Une tendance préoccupante pour le parti frontiste, alors que les appels des ténors LR se succèdent depuis dimanche soir pour faire "barrage" au FN. Sans non plus être insurmontable. Près de 20% des électeurs de François Fillon, "non exprimés" dans cette enquête, restent à conquérir. Quoi qu'il en soit, "l'électorat de François Fillon constitue la plus grosse réserve de voix", indique pour Europe 1 Edouard Lecerf, directeur politique et opinion de Kantar Sofres.
Les voix de Dupont-Aignan draguées à raison
Autre cible de choix du FN : les électeurs de Nicolas Dupont-Aignan (4,7%), lesquels devraient recevoir de nombreux appels du pied pendant l'entre-deux-tours. Invité de France 2 lundi matin, Florian Philippot s'y est en tout cas largement employé alors que le candidat de Debout la France n'a pas encore donné de consigne de vote. "Oui, on tend la main, on tend la main à tous les patriotes. Nicolas Dupont-Aignan, il n'y a quasiment rien qui le sépare de nous", a assuré le bras droit de Marine Le Pen.

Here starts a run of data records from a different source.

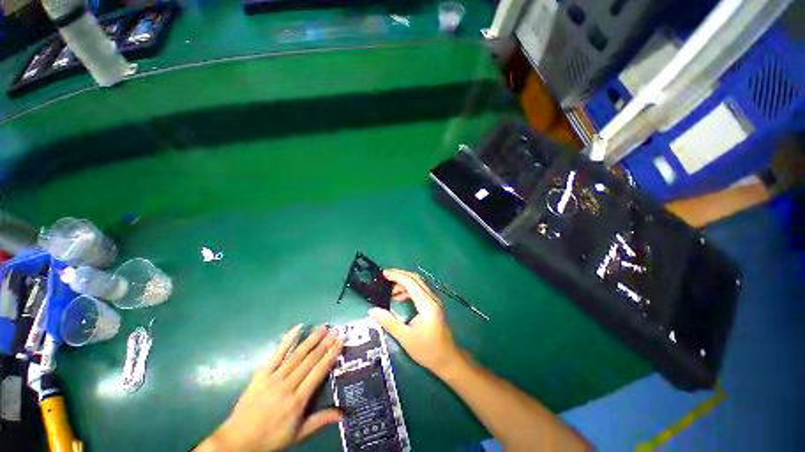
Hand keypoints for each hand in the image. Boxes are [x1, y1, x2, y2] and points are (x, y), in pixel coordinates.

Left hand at [197, 325, 343, 451]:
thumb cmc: (271, 439)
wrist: (237, 442)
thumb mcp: (298, 434)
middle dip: (324, 343)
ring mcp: (273, 378)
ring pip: (296, 355)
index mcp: (298, 400)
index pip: (319, 372)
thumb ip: (320, 420)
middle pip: (309, 360)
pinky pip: (276, 354)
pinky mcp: (261, 374)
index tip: (340, 341)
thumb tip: (344, 414)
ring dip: (311, 339)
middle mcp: (288, 385)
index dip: (331, 355)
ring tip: (323, 327)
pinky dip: (287, 340)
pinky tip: (297, 328)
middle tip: (335, 330)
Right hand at [368, 269, 462, 376]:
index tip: (383, 273)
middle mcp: (432, 298)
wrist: (447, 359)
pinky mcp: (433, 304)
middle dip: (400, 275)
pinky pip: (420, 290)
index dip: (397, 276)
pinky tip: (399, 298)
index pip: (411, 283)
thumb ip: (388, 322)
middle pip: (416, 279)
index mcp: (427, 305)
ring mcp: (434, 301)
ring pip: (418, 283)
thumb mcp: (405, 338)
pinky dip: (409, 289)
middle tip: (385, 277)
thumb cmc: (427, 350)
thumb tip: (372, 310)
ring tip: (390, 292)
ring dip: (404, 283)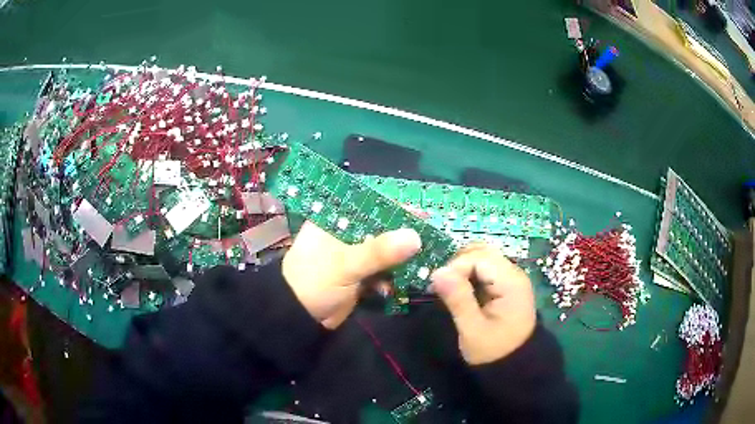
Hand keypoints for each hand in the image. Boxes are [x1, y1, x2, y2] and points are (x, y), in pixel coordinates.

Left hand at [282, 221, 420, 328]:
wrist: (299, 317)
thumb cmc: (314, 282)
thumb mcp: (345, 264)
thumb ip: (378, 251)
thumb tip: (415, 236)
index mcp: (334, 219)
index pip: (369, 205)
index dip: (395, 208)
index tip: (422, 215)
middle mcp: (345, 232)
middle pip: (381, 228)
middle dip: (403, 237)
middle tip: (430, 241)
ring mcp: (353, 254)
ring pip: (384, 251)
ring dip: (400, 259)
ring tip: (421, 265)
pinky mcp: (359, 274)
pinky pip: (382, 270)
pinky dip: (391, 277)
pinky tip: (396, 286)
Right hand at [431, 245, 535, 364]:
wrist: (517, 367)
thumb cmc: (494, 351)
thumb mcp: (473, 330)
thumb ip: (458, 299)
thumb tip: (437, 272)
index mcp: (510, 283)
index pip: (478, 258)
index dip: (455, 267)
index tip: (436, 287)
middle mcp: (514, 274)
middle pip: (482, 252)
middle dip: (458, 263)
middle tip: (442, 286)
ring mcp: (512, 279)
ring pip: (483, 258)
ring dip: (463, 267)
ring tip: (449, 288)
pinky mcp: (507, 286)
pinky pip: (486, 270)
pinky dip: (470, 274)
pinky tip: (461, 290)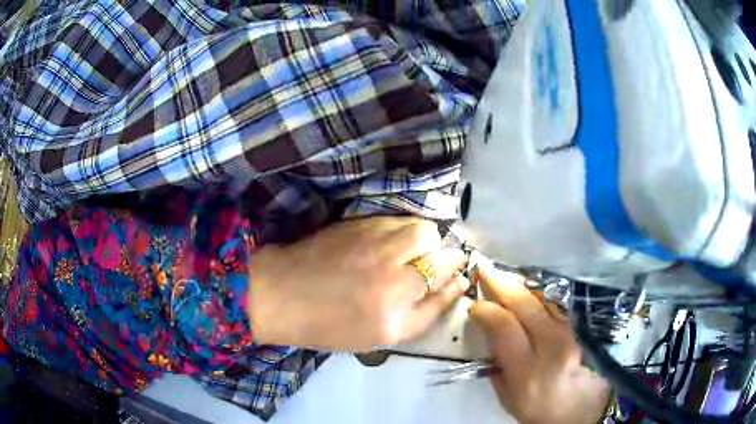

Une drague en bonne et due forme dont les frontistes auraient tort de se priver. Selon la dernière vague de l'Enquête électorale d'Ipsos pour le Cevipof, les hypothèses de report de voix des électeurs de Nicolas Dupont-Aignan vers Marine Le Pen étaient de 46% au premier tour, contre 34% pour Emmanuel Macron. "Reste à savoir si le duel désormais acté entre les deux finalistes changerait ce scénario", prévient Edouard Lecerf. A ce jour, l'étude de la porosité électorale entre les deux candidats n'a pas encore été actualisée.
Un report "marginal" chez les "insoumis"
Alors que Jean-Luc Mélenchon (19,6%) a annoncé s'en remettre à ses militants pour apporter son soutien à l'un des finalistes, les partisans de la France insoumise forment un bas de laine électorale convoité par le Front national. Les cadres frontistes ne s'y trompent d'ailleurs pas, redoublant de clin d'oeil envers cet électorat. Quitte à opérer quelques virages à 180 degrés, à l'image de Steeve Briois tendant la main aux participants du mouvement Nuit Debout... Après l'avoir copieusement critiqué en 2016.
Des effets de manche qui pourraient ne pas être payants. Selon les reports de voix potentiels observés par l'institut Ipsos dimanche après publication des résultats, seul 9% des électeurs de Jean-Luc Mélenchon pourraient glisser un bulletin "Le Pen" le 7 mai, contre 62% pour Emmanuel Macron. Une analyse confirmée à ce jour par Edouard Lecerf. "Le risque de report est très marginal", observe le sondeur.
Un mot d'ordre : "agréger tous les anti-Macron"
Face aux doutes pour Marine Le Pen de parvenir à crever le "plafond de verre" au second tour, reste une certitude, juge Edouard Lecerf. Pour tenter de s'immiscer sur la première marche du podium, la "fusion des droites" (des Républicains à Debout la France) ne pourra être suffisante. "Il faudrait qu'elle réussisse à dépasser son socle agréger tous les anti-Macron derrière son nom", analyse le directeur politique et opinion de Kantar Sofres. Une tâche colossale. "Si le taux de participation reste le même, il lui faudra mobiliser près de 18 millions d'électeurs", rappelle Edouard Lecerf. Sauf à voir l'abstention grimper en flèche...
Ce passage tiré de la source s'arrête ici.